Leonard
Cohen lleva casi cinco días muerto. Leonard Cohen es lo más
parecido a una religión que he tenido nunca.
Las palabras “Leonard Cohen” cifran al judío errante, al
romántico reaccionario, al intelectual y al graduado en literatura
que engendró a uno de los tipos más cool
de los ochenta, al impenitente mujeriego vestido de Armani, al monje
Zen, al novelista y la estrella del pop, al narcisista
que se odiaba a sí mismo.
¿No se ha enterado nadie? Cohen, el
depresivo no químico más poderoso del mundo,
el gran estilista de nuestra era. En realidad, Cohen siempre te ayuda
y en los títulos de sus canciones, incluye consejos muy útiles como
“Don´t Go Home With Your Hard On”. Su obsesión por las mujeres
es la búsqueda del Absoluto a través del realismo
místico de
una obra que constituye una minuciosa cartografía del deseo y de sus
más íntimas contradicciones, una observación de la vejez que
contempla desde el promontorio de su obsesiva fijación.
La
carcajada de Cohen resulta perfectamente audible. Su risa,
postmoderna.
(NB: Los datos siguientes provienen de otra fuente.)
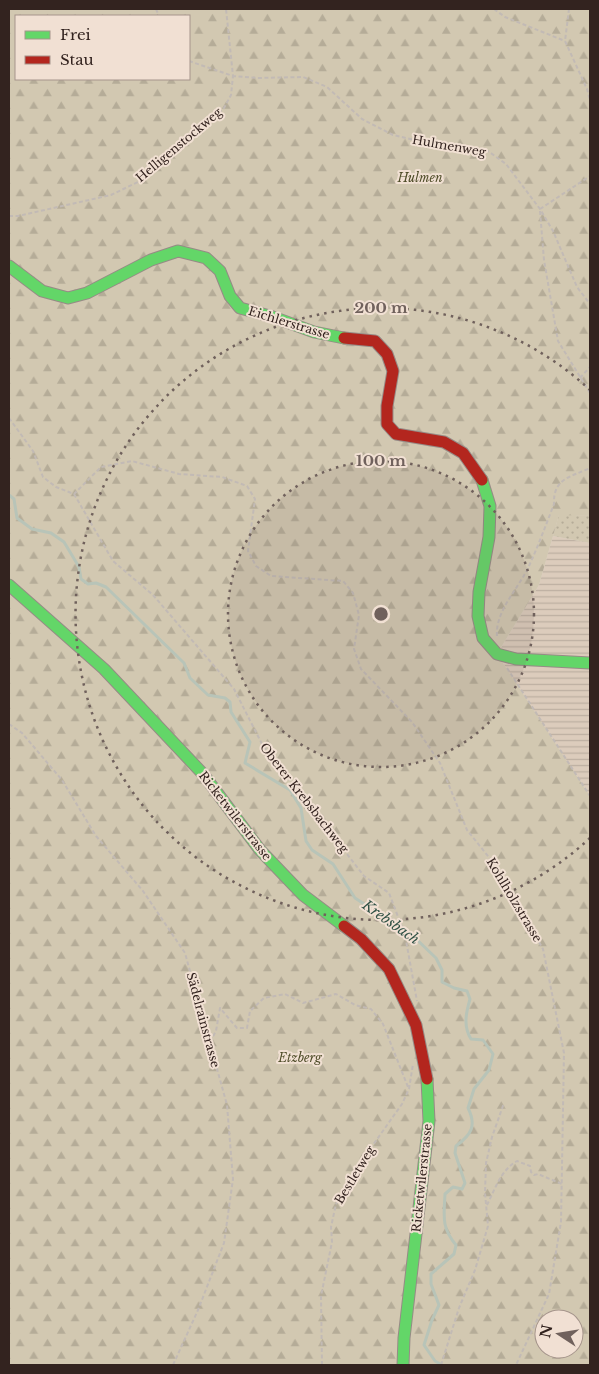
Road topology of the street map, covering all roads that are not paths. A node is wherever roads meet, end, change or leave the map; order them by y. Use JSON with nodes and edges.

Sus armas, ridículas; un mono y un violín
contrachapado. Ríe y ahora su plan nos parece una broma, simple
juego inofensivo. O Tal vez no. El coro femenino – guided
guided – nos
conduce hasta la última estrofa. Por primera vez y con rostro serio
Cohen mira fijamente a la cámara. La voz se hace ahora
extradiegética. El poeta ya no canta. El autor se ausenta. Primero
conquistaremos Manhattan, después conquistaremos Berlin.